== Task data ==
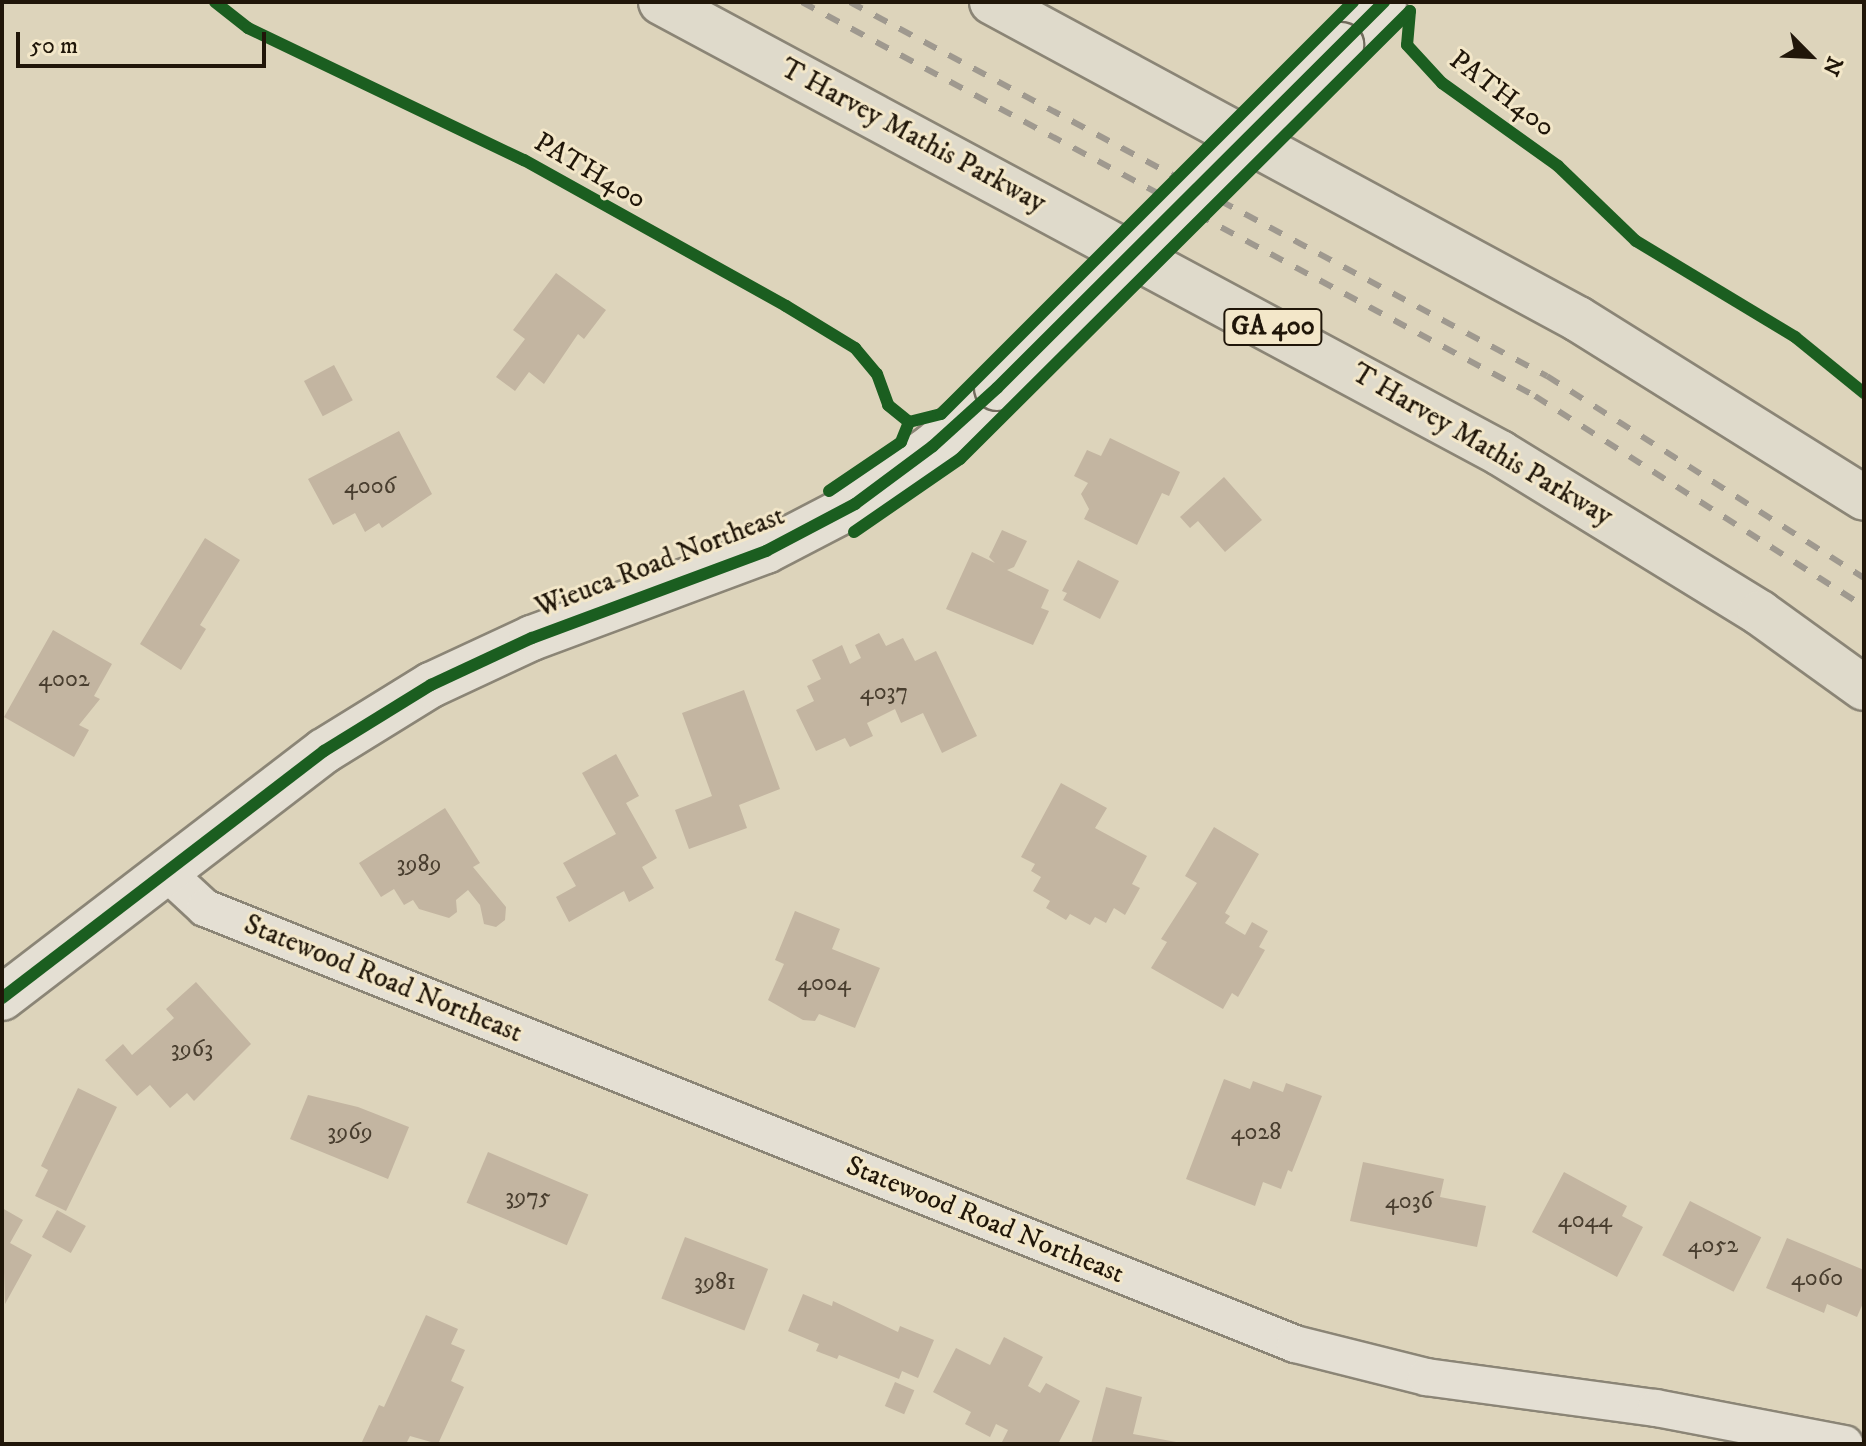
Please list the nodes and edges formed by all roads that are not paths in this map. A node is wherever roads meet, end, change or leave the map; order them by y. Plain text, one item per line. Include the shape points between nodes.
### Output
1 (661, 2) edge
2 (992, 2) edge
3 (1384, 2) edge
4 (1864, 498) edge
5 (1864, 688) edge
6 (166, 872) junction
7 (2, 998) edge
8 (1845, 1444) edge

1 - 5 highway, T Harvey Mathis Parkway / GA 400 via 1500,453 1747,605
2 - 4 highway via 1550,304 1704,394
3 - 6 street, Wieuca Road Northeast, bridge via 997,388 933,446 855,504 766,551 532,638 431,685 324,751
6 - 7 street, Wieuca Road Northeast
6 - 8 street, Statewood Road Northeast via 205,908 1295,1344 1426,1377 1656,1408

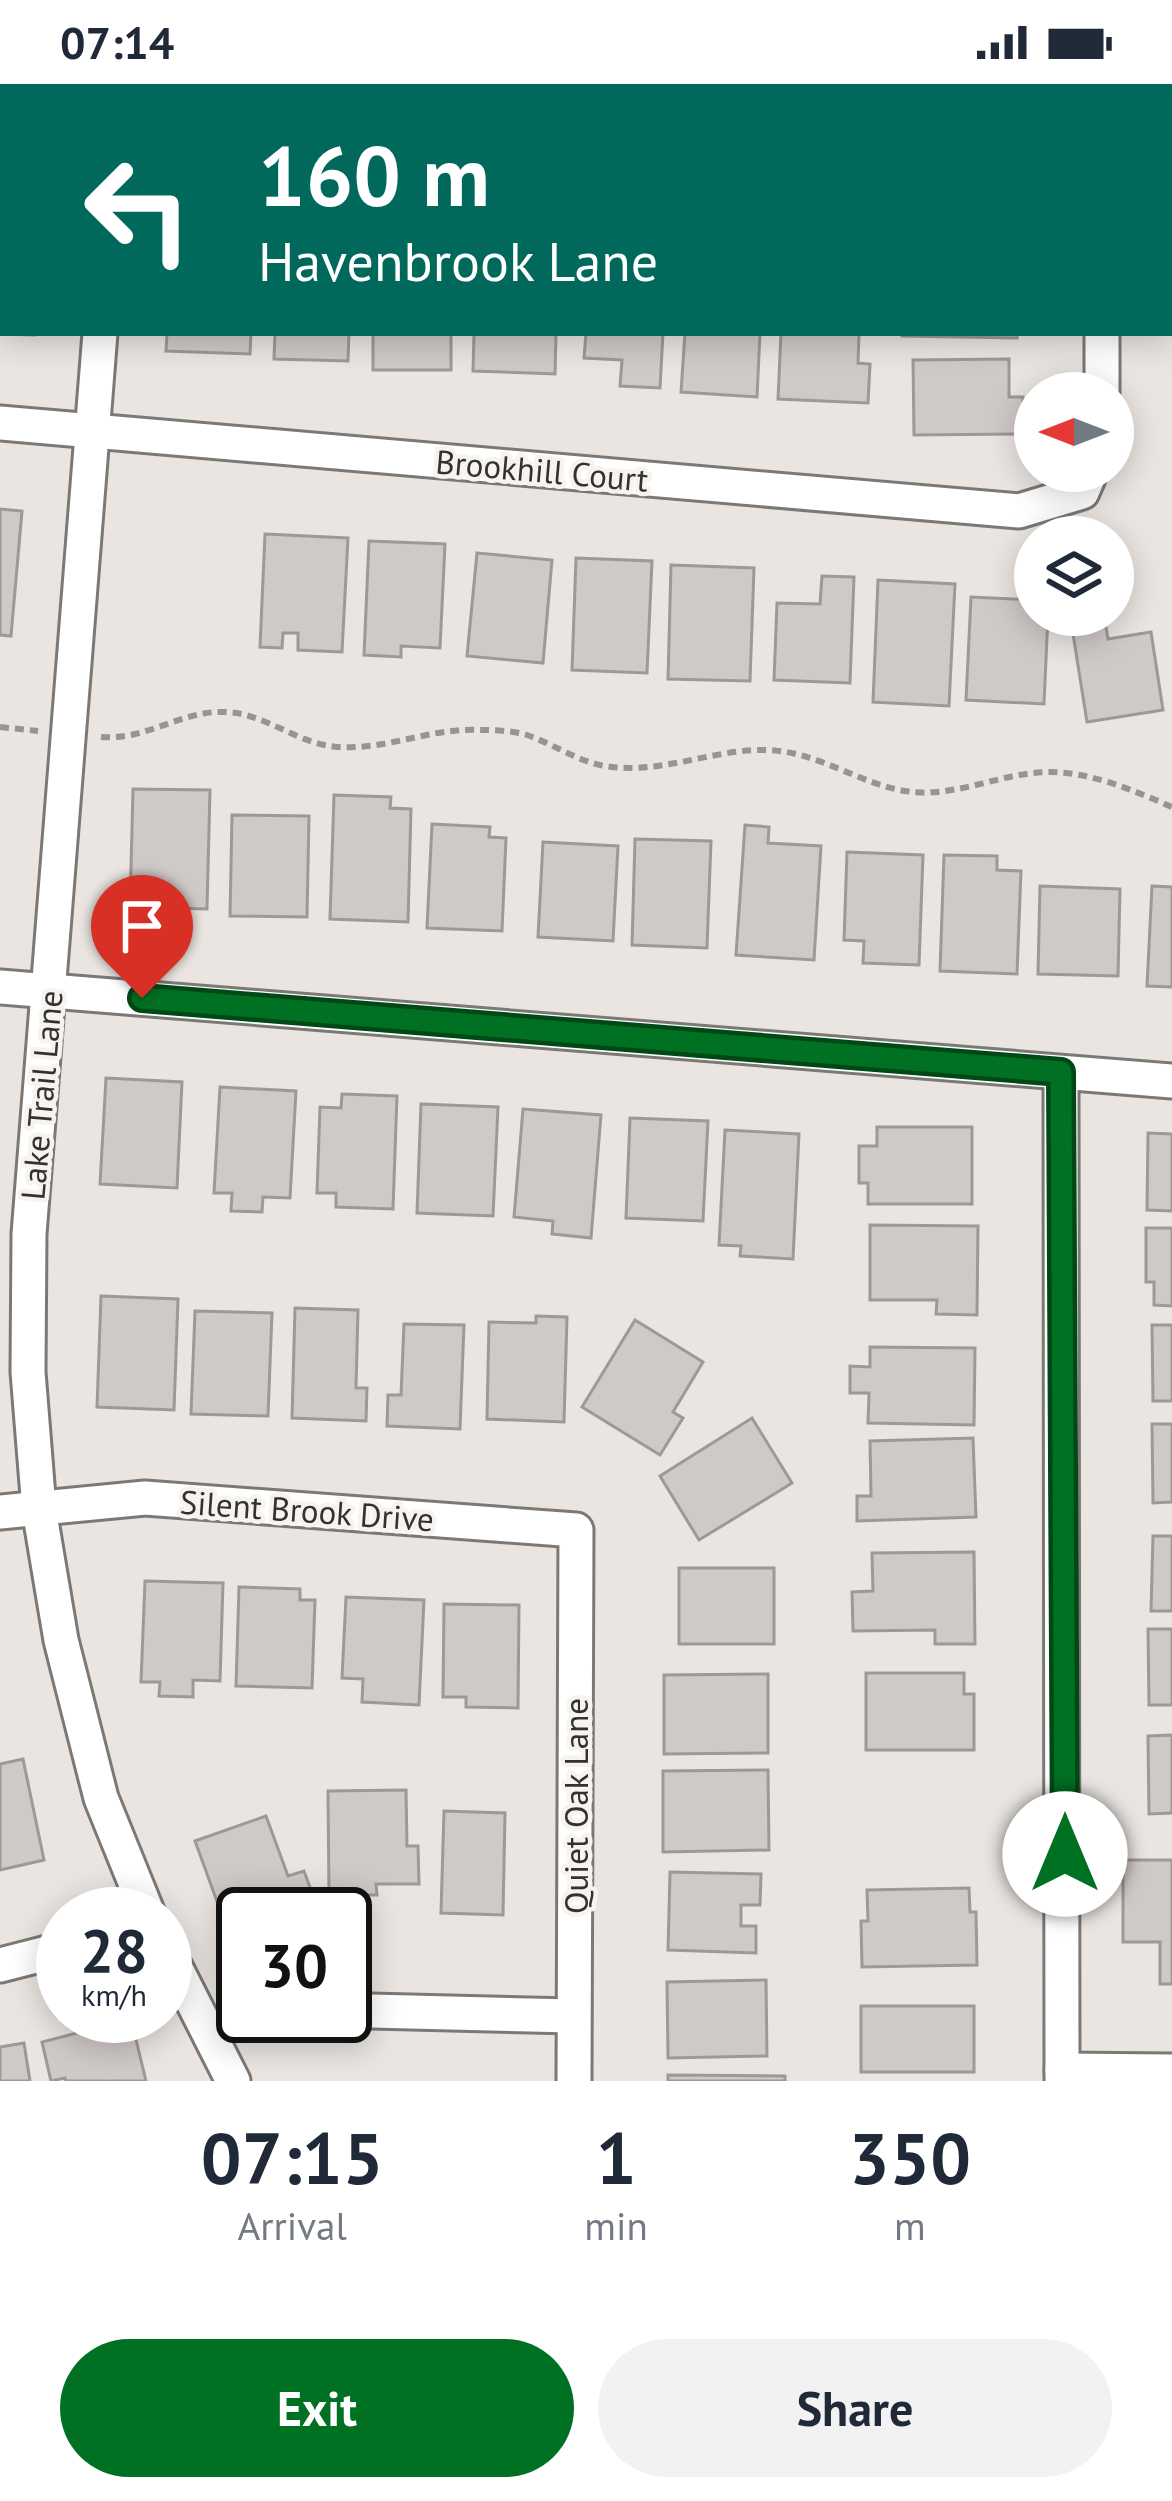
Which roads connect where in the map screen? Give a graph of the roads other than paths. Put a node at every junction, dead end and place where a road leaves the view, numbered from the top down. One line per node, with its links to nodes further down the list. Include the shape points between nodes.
===
Determine how many lines of the records above contain the word "list", and report only that number.

2